Community nurses frequently visit older residents in care homes who are prescribed antibiotics for various reasons, such as chest infections, wound infections or UTIs, and having an awareness of inappropriate antibiotic use can ensure effective care is given to patients (Thornley et al, 2019). Antibiotics should not be used to treat viral infections, such as influenza, the common cold, a runny nose or a sore throat. Other measures to prevent overuse of antibiotics include:

  • Starting antibiotics unnecessarily (e.g. for viral infections or using two or more antibiotics where only one is needed)
  • Using antibiotics unlikely to cover the suspected infection based on the likely causative organism and its resistance patterns
  • Overuse of broad-spectrum antibiotics (e.g. inappropriate initial choice and/or failure to narrow the antibiotic spectrum based on culture or test results)
  • Failing to switch intravenous antibiotics to oral when appropriate
  • Continuing antibiotics unnecessarily (e.g. failing to stop when a non-infectious diagnosis is confirmed or exceeding recommended course lengths)
  • Failing to recognise actual or potential safety concerns (e.g. failure to take account of allergies or to monitor for or recognise toxicity).

Conclusion

Despite much improvement in the adoption of IP&C practices and many successful initiatives to reduce infection rates, GNBSIs continue to rise. Therefore, the response needs to be rapid, innovative and targeted to facilitate resources and adopt practices that work. IP&C practices and the three-aspect plan discussed here (to cover UTIs, adequate hydration and antibiotic usage) are not only a necessity but also acutely vital if reductions in these infections are to be realised. This article has shown that for the target of reducing GNBSIs, especially E. coli BSIs, it is imperative that a national defence is agreed, and collaboration with the NHS community, public health and the wider economy supervenes. This will ensure optimum practices are being adopted targeting UTIs, hydration and the prudent use of antibiotics.

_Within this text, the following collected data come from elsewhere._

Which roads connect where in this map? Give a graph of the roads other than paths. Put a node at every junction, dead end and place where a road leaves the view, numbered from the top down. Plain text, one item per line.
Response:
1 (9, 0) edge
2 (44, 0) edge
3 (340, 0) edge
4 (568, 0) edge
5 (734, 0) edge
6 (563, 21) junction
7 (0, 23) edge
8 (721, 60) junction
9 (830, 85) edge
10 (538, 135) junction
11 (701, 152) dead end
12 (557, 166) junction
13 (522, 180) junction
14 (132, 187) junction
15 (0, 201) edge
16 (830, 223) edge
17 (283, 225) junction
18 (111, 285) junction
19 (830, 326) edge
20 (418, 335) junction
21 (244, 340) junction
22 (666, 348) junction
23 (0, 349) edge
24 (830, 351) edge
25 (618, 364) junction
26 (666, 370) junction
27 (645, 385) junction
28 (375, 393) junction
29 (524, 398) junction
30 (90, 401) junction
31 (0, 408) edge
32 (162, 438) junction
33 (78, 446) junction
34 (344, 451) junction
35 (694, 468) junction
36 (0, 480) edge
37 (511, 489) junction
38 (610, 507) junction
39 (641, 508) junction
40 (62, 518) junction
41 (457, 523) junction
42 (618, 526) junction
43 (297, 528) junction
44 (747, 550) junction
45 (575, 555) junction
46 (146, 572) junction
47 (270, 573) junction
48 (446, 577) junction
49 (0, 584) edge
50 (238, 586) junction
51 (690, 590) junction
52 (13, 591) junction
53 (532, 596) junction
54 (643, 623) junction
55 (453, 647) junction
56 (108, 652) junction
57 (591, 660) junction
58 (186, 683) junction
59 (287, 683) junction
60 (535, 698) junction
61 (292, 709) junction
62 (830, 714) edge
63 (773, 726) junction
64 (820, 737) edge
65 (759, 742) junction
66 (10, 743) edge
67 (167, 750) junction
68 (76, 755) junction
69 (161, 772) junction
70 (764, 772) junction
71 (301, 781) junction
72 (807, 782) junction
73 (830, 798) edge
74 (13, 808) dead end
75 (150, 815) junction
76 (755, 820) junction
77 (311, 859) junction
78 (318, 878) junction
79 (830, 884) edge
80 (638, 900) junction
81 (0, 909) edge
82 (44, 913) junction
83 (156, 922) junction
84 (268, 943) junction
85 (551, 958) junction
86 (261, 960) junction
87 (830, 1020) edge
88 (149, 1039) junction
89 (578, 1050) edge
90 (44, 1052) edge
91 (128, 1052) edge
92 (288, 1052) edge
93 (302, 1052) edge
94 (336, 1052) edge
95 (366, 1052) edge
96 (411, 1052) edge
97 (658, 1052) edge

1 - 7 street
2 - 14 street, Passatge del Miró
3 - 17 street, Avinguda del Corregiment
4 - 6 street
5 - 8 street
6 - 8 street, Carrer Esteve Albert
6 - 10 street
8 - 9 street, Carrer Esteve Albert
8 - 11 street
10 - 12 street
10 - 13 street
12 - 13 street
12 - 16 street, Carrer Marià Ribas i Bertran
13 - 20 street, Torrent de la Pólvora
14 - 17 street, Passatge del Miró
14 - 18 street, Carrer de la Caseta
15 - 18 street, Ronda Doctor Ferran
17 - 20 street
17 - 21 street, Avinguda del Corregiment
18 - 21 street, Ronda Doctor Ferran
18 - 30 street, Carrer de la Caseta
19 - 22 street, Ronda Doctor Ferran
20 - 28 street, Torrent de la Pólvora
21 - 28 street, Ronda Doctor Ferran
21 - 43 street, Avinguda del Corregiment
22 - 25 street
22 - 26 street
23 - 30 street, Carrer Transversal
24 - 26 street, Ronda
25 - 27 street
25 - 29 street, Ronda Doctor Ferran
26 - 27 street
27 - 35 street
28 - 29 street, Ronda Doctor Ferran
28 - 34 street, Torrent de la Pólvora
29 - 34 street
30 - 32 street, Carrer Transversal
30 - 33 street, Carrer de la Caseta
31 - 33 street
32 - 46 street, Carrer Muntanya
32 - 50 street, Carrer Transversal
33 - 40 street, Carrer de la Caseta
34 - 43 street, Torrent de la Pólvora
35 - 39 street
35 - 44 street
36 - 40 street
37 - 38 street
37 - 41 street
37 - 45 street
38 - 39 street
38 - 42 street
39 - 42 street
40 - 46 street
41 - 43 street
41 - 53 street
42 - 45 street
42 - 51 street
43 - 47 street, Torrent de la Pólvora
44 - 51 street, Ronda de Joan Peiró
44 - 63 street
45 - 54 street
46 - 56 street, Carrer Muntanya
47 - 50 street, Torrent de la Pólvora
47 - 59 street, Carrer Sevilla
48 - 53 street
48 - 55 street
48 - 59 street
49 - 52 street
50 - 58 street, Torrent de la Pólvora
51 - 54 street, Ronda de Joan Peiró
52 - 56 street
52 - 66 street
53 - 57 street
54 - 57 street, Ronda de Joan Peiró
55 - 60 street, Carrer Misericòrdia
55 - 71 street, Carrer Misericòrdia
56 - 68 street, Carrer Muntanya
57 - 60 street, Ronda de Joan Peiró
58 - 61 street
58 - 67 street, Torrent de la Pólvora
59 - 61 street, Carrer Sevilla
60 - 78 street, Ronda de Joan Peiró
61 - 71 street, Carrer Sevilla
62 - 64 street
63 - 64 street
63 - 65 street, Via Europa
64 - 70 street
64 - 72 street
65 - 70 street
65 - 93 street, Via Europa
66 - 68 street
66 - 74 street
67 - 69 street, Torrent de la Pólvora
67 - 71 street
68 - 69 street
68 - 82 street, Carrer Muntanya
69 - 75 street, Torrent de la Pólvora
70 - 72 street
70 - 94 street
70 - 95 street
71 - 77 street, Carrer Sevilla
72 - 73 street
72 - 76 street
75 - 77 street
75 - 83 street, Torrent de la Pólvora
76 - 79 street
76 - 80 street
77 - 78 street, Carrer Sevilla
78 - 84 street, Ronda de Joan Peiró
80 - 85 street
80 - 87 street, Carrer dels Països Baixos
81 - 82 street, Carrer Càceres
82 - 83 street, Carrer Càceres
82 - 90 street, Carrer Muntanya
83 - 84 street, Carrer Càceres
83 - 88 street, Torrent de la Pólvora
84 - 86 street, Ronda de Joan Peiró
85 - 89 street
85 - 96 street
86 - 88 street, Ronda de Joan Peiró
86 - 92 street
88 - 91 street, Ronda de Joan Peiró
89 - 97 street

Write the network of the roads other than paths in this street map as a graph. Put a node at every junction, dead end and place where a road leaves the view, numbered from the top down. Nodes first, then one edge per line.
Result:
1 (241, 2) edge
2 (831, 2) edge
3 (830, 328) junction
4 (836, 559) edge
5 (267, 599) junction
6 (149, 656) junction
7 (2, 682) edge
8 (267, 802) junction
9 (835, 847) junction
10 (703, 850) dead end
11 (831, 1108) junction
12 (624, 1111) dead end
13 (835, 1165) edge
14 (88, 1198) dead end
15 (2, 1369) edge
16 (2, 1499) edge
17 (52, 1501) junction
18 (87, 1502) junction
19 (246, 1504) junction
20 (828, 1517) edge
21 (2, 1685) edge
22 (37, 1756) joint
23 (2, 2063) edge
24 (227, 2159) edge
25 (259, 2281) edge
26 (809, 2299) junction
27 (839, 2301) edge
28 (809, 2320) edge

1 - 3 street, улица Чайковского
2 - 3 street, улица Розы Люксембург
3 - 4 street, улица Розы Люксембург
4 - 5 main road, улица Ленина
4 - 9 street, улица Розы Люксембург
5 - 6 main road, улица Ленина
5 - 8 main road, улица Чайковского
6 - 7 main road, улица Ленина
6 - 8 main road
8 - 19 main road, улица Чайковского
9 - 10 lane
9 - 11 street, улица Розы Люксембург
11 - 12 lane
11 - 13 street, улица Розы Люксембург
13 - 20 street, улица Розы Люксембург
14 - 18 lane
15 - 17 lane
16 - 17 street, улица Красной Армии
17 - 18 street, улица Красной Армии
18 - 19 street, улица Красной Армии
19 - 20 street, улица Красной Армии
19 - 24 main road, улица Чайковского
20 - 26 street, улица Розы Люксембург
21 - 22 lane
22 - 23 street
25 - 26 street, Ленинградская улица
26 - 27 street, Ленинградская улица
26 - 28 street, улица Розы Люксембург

As mentioned in this article, E. coli can cause a range of infections including UTIs, respiratory and intestinal infection (Lee et al, 2018). Targeting the sources of infection by improving IP&C practices, such as hand hygiene, ensuring a clean environment and the wearing of personal protective equipment, should help to limit their spread (Loveday et al, 2014). Other measures, such as ensuring better hydration, antibiotic stewardship and better personal hygiene practices can also reduced the frequency of UTIs (NICE, 2015) and, consequently, GNBSIs.

KEY POINTS

  • The government has a plan to reduce gram-negative bloodstream infections (GNBSIs) by 2024/25
  • Healthcare policy makers need to target community-onset healthcare-associated infections to reduce GNBSIs
  • The cause of infection can be identified based on the physiology of the pathogens, and they can then be treated accordingly
  • Infection prevention and control practices help to reduce infections
  • Reducing urinary tract infections, improving hydration and antibiotic prescribing can help to reduce GNBSIs

CPD REFLECTIVE QUESTIONS

  • What are the infection prevention and control (IP&C) practices that are required when caring for a patient with a urinary tract infection (UTI)?
  • What measures could be put in place in the community to ensure adequate hydration among older adults?
  • What steps are being taken at your organisation to promote antibiotic stewardship?
  • What personal hygiene measures could be taken to reduce the risk of a UTI?